Would you reproduce each of the records below precisely, with the pictures left out?

------------------------------------

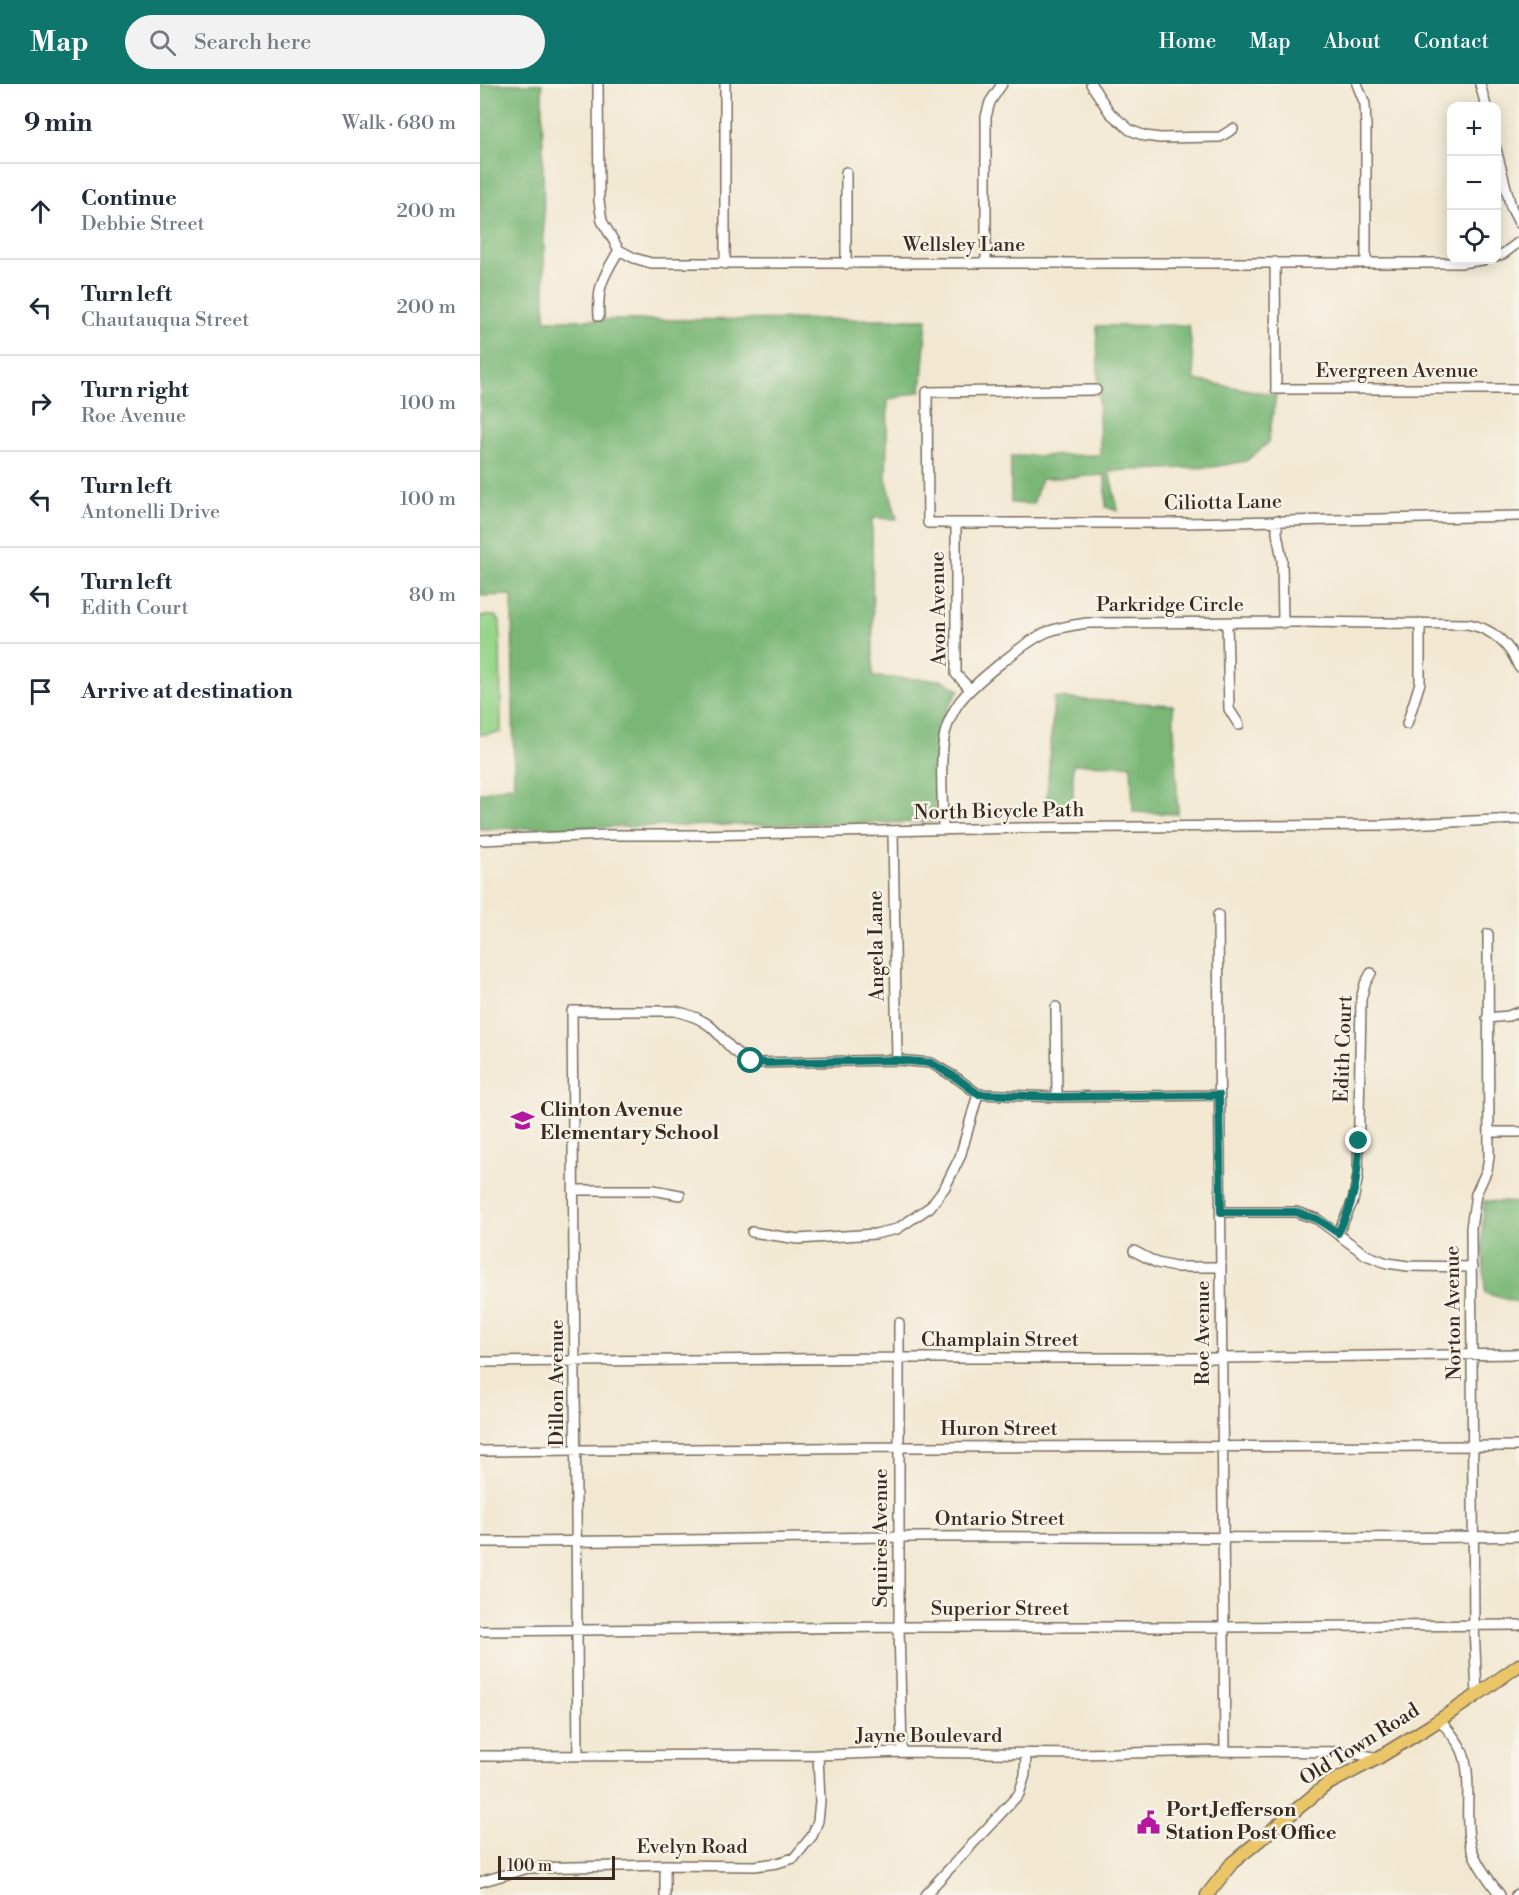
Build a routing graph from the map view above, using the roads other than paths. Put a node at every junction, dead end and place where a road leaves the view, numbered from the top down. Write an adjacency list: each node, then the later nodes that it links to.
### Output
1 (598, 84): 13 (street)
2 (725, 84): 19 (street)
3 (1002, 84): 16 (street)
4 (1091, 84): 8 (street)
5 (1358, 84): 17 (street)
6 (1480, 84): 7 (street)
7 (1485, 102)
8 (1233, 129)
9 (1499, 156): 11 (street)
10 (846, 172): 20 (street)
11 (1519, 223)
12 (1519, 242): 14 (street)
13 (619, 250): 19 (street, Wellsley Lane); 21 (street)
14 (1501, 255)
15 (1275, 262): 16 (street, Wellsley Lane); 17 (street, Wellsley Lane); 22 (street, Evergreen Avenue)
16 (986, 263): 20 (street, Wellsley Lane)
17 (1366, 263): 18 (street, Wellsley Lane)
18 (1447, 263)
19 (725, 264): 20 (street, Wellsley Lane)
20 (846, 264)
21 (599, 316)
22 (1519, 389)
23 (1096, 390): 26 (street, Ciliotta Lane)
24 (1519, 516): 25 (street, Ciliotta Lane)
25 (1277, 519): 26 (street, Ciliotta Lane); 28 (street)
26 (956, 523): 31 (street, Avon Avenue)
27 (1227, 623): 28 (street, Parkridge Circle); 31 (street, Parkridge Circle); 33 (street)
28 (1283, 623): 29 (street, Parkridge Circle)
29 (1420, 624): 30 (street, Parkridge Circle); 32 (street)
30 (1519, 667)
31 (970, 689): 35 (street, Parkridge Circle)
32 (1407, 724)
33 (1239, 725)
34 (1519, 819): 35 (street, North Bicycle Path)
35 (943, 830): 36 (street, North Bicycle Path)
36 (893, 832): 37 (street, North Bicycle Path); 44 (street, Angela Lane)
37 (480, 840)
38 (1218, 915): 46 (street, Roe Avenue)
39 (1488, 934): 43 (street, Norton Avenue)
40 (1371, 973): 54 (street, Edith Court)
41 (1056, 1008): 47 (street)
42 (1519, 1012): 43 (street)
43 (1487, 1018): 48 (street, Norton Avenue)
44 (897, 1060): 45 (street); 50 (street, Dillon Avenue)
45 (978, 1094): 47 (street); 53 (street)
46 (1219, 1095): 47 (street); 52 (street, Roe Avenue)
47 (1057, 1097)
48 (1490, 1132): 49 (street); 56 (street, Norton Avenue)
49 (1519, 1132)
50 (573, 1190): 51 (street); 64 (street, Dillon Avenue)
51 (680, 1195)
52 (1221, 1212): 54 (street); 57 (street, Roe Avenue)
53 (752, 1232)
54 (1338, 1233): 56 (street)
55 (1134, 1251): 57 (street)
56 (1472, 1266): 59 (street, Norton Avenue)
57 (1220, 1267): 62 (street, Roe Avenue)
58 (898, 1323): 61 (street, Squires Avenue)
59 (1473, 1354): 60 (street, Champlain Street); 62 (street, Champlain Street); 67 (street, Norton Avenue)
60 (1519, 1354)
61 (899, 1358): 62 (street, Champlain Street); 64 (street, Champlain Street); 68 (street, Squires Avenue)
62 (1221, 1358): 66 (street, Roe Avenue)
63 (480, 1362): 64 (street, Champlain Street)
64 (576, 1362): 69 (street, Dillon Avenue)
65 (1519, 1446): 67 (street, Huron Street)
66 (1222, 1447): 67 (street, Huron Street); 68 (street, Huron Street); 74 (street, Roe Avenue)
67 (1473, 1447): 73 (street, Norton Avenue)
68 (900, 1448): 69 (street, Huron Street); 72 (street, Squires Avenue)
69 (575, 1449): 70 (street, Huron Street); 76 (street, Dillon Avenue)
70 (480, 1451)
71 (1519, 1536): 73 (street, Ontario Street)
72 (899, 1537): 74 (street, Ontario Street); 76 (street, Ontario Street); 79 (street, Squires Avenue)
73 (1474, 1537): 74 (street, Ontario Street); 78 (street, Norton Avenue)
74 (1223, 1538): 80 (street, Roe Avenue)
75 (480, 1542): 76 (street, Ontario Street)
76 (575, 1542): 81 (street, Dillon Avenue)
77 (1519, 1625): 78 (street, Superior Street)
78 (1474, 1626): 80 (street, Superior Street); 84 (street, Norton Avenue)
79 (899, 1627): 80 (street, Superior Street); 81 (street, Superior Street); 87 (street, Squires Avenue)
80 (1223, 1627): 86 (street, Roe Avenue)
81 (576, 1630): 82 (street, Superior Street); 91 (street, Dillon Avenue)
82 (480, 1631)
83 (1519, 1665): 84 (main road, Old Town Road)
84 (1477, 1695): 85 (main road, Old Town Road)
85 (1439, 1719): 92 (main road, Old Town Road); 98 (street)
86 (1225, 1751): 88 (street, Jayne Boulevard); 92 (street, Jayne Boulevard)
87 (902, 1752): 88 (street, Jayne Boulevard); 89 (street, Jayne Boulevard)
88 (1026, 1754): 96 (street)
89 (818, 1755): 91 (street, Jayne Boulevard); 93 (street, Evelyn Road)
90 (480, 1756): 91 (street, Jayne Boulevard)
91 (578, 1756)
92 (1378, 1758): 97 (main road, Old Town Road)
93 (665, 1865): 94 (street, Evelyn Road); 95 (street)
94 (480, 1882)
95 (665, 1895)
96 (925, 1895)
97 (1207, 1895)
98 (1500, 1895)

------------------------------------

Result of the exercise |
Build a routing graph from the map view above, using the roads other than paths. Put a node at every junction, dead end and place where a road leaves the view, numbered from the top down. Write an adjacency list: each node, then the later nodes that it links to.
### Output
1 (598, 84): 13 (street)
2 (725, 84): 19 (street)
3 (1002, 84): 16 (street)
4 (1091, 84): 8 (street)
5 (1358, 84): 17 (street)
6 (1480, 84): 7 (street)
7 (1485, 102)
8 (1233, 129)
9 (1499, 156): 11 (street)
10 (846, 172): 20 (street)
11 (1519, 223)
12 (1519, 242): 14 (street)
13 (619, 250): 19 (street, Wellsley Lane); 21 (street)
14 (1501, 255)
15 (1275, 262): 16 (street, Wellsley Lane); 17 (street, Wellsley Lane); 22 (street, Evergreen Avenue)
16 (986, 263): 20 (street, Wellsley Lane)
17 (1366, 263): 18 (street, Wellsley Lane)
18 (1447, 263)
19 (725, 264): 20 (street, Wellsley Lane)
20 (846, 264)
21 (599, 316)
22 (1519, 389)
23 (1096, 390): 26 (street, Ciliotta Lane)
24 (1519, 516): 25 (street, Ciliotta Lane)
25 (1277, 519): 26 (street, Ciliotta Lane); 28 (street)
26 (956, 523): 31 (street, Avon Avenue)
27 (1227, 623): 28 (street, Parkridge Circle); 31 (street, Parkridge Circle); 33 (street)
28 (1283, 623): 29 (street, Parkridge Circle)
29 (1420, 624): 30 (street, Parkridge Circle); 32 (street)
30 (1519, 667)
31 (970, 689): 35 (street, Parkridge Circle)
32 (1407, 724)
33 (1239, 725)
34 (1519, 819): 35 (street, North Bicycle Path)
35 (943, 830): 36 (street, North Bicycle Path)
36 (893, 832): 37 (street, North Bicycle Path); 44 (street, Angela Lane)
37 (480, 840)
38 (1218, 915): 46 (street, Roe Avenue)
39 (1488, 934): 43 (street, Norton Avenue)
40 (1371, 973): 54 (street, Edith Court)
41 (1056, 1008): 47 (street)
42 (1519, 1012): 43 (street)
43 (1487, 1018): 48 (street, Norton Avenue)
44 (897, 1060): 45 (street); 50 (street, Dillon Avenue)
45 (978, 1094): 47 (street); 53 (street)
46 (1219, 1095): 47 (street); 52 (street, Roe Avenue)
47 (1057, 1097)
48 (1490, 1132): 49 (street); 56 (street, Norton Avenue)
49 (1519, 1132)
50 (573, 1190): 51 (street); 64 (street, Dillon Avenue)
51 (680, 1195)
52 (1221, 1212): 54 (street); 57 (street, Roe Avenue)
53 (752, 1232)
54 (1338, 1233): 56 (street)
55 (1134, 1251): 57 (street)
56 (1472, 1266): 59 (street, Norton Avenue)
57 (1220, 1267): 62 (street, Roe Avenue)
58 (898, 1323): 61 (street, Squires Avenue)
59 (1473, 1354): 60 (street, Champlain Street); 62 (street, Champlain Street); 67 (street, Norton Avenue)
60 (1519, 1354)
61 (899, 1358): 62 (street, Champlain Street); 64 (street, Champlain Street); 68 (street, Squires Avenue)
62 (1221, 1358): 66 (street, Roe Avenue)
63 (480, 1362): 64 (street, Champlain Street)
64 (576, 1362): 69 (street, Dillon Avenue)
65 (1519, 1446): 67 (street, Huron Street)
66 (1222, 1447): 67 (street, Huron Street); 68 (street, Huron Street); 74 (street, Roe Avenue)
67 (1473, 1447): 73 (street, Norton Avenue)
68 (900, 1448): 69 (street, Huron Street); 72 (street, Squires Avenue)
69 (575, 1449): 70 (street, Huron Street); 76 (street, Dillon Avenue)
70 (480, 1451)
71 (1519, 1536): 73 (street, Ontario Street)
72 (899, 1537): 74 (street, Ontario Street); 76 (street, Ontario Street); 79 (street, Squires Avenue)
73 (1474, 1537): 74 (street, Ontario Street); 78 (street, Norton Avenue)
74 (1223, 1538): 80 (street, Roe Avenue)
75 (480, 1542): 76 (street, Ontario Street)
76 (575, 1542): 81 (street, Dillon Avenue)
77 (1519, 1625): 78 (street, Superior Street)
78 (1474, 1626): 80 (street, Superior Street); 84 (street, Norton Avenue)
79 (899, 1627): 80 (street, Superior Street); 81 (street, Superior Street); 87 (street, Squires Avenue)
80 (1223, 1627): 86 (street, Roe Avenue)
81 (576, 1630): 82 (street, Superior Street); 91 (street, Dillon Avenue)
82 (480, 1631)
83 (1519, 1665): 84 (main road, Old Town Road)
84 (1477, 1695): 85 (main road, Old Town Road)
85 (1439, 1719): 92 (main road, Old Town Road); 98 (street)
86 (1225, 1751): 88 (street, Jayne Boulevard); 92 (street, Jayne Boulevard)
87 (902, 1752): 88 (street, Jayne Boulevard); 89 (street, Jayne Boulevard)
88 (1026, 1754): 96 (street)
89 (818, 1755): 91 (street, Jayne Boulevard); 93 (street, Evelyn Road)
90 (480, 1756): 91 (street, Jayne Boulevard)
91 (578, 1756)
92 (1378, 1758): 97 (main road, Old Town Road)
93 (665, 1865): 94 (street, Evelyn Road); 95 (street)
94 (480, 1882)
95 (665, 1895)
96 (925, 1895)
97 (1207, 1895)
98 (1500, 1895)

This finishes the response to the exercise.